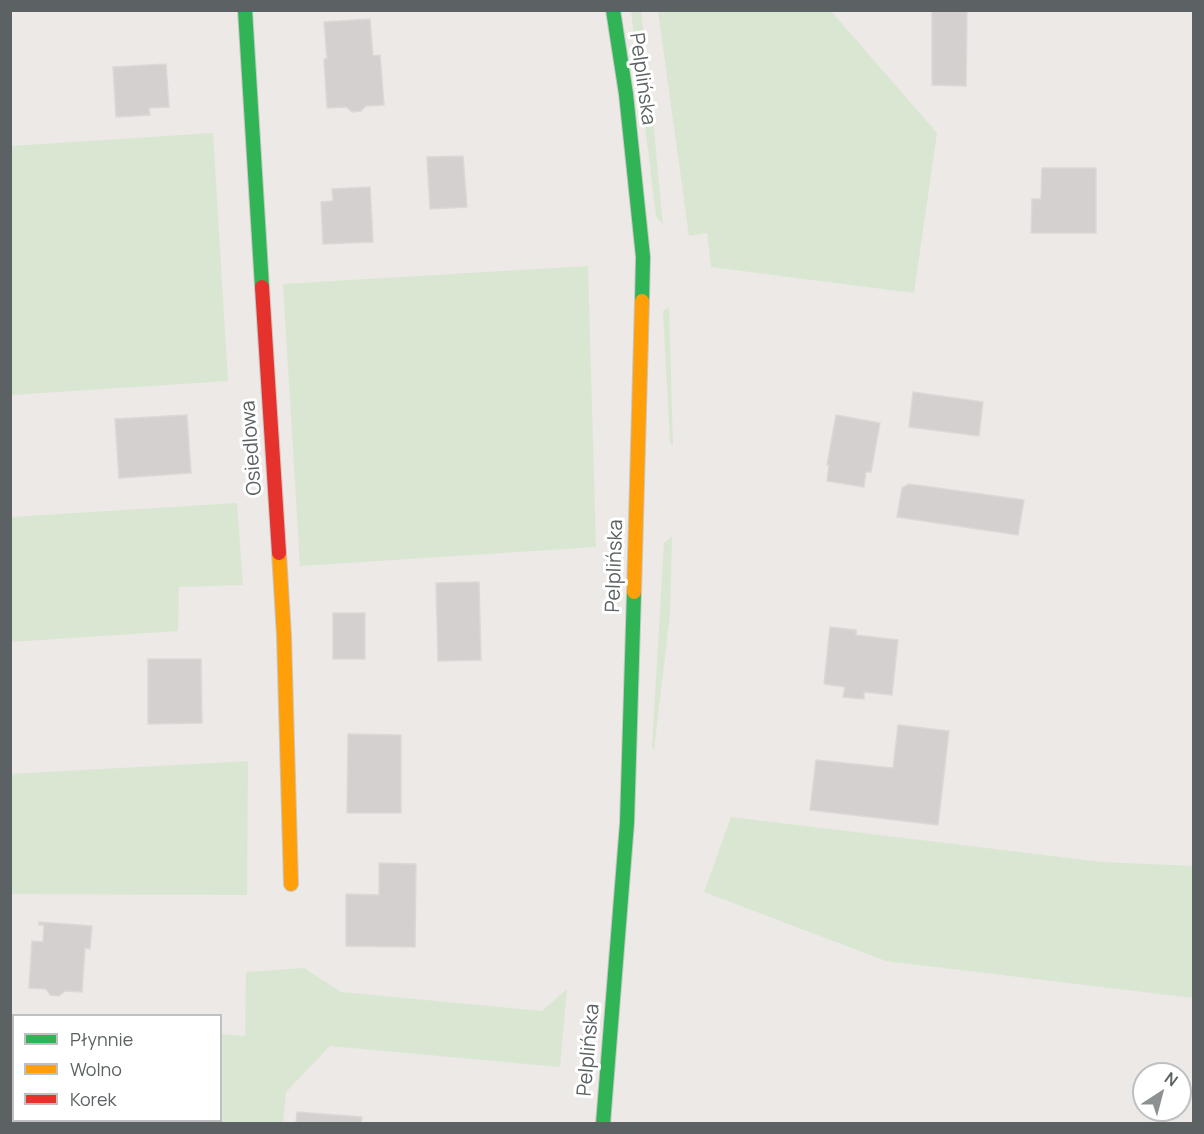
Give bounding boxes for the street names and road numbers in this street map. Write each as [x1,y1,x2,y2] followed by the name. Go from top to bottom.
[624,31,660,127] street label: Pelplińska
[237,400,267,496] street label: Osiedlowa
[601,519,629,613] street label: Pelplińska
[573,1003,605,1097] street label: Pelplińska

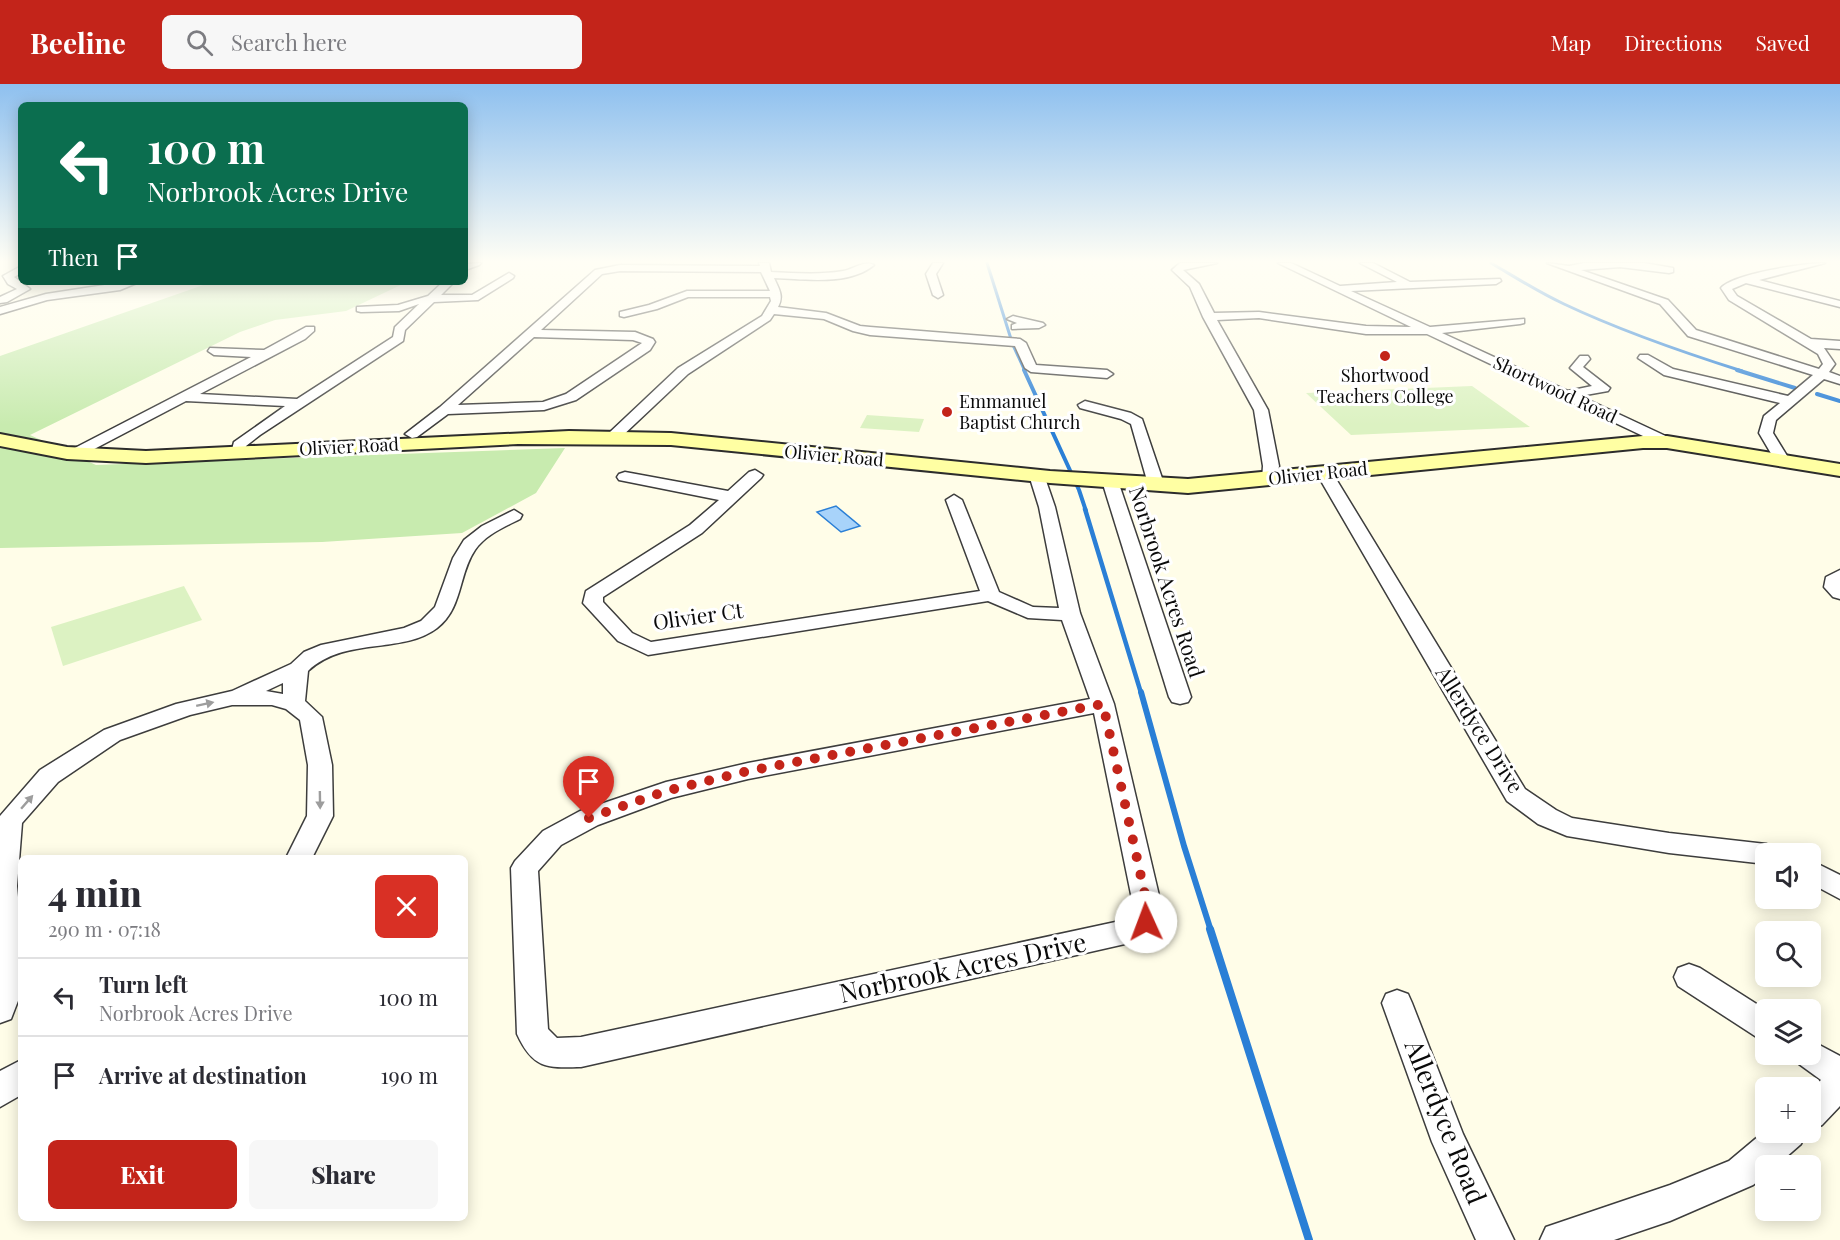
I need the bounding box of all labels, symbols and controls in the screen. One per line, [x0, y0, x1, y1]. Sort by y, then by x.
search box [162, 15, 582, 69]
text: Beeline [30, 24, 126, 61]
icon: search [183, 26, 216, 59]
text: Search here [231, 27, 347, 57]
text: Map [1550, 28, 1591, 56]
text: Directions [1624, 28, 1722, 56]
text: Saved [1755, 28, 1810, 56]
text: 100 m [147, 119, 265, 175]
icon: left [48, 126, 126, 204]
text: Norbrook Acres Drive [147, 173, 408, 209]
icon: arrive [111, 240, 144, 273]
text: Then [48, 242, 99, 272]
marker: Shortwood Teachers College [1378, 349, 1392, 363]
street label: Shortwood Road [1490, 350, 1622, 428]
place label: Shortwood Teachers College [1316, 363, 1454, 408]
place label: Emmanuel Baptist Church [959, 389, 1081, 434]
marker: Emmanuel Baptist Church [940, 405, 954, 419]
street label: Olivier Road [298, 431, 400, 461]
street label: Olivier Road [783, 439, 885, 471]
street label: Olivier Road [1267, 456, 1369, 490]
street label: Norbrook Acres Road [1124, 482, 1212, 681]
street label: Olivier Ct [651, 595, 745, 635]
street label: Allerdyce Drive [1430, 659, 1531, 798]
one-way arrow [196, 699, 214, 709]
pin [563, 756, 614, 818]
icon: arrive [572, 765, 605, 798]
one-way arrow [315, 790, 325, 809]
one-way arrow [20, 795, 33, 810]
map controls [1755, 843, 1821, 1221]
button: sound [1755, 843, 1821, 909]
text: 4 min [48, 868, 142, 916]
button: close [375, 875, 438, 938]
position arrow [1114, 890, 1178, 954]
text: 290 m · 07:18 [48, 915, 161, 942]
button: search [1755, 921, 1821, 987]
street label: Norbrook Acres Drive [836, 923, 1089, 1010]
text: Turn left [99, 969, 188, 999]
icon: left [48, 981, 81, 1014]
text: 100 m [378, 982, 438, 1012]
text: Norbrook Acres Drive [99, 999, 293, 1026]
button: layers [1755, 999, 1821, 1065]
street label: Allerdyce Road [1397, 1033, 1495, 1209]
icon: arrive [48, 1059, 81, 1092]
text: Arrive at destination [99, 1060, 307, 1090]
text: 190 m [380, 1060, 438, 1090]
button: + [1755, 1077, 1821, 1143]
button: Exit [48, 1140, 237, 1209]
button: Share [249, 1140, 438, 1209]
button: − [1755, 1155, 1821, 1221]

◆ INSTRUCTIONS TO FOLLOW ◆
Go through the listing above and return each line that includes the word "College".

◆ TASK RESULT ◆
marker: Shortwood Teachers College [1378, 349, 1392, 363]
place label: Shortwood Teachers College [1316, 363, 1454, 408]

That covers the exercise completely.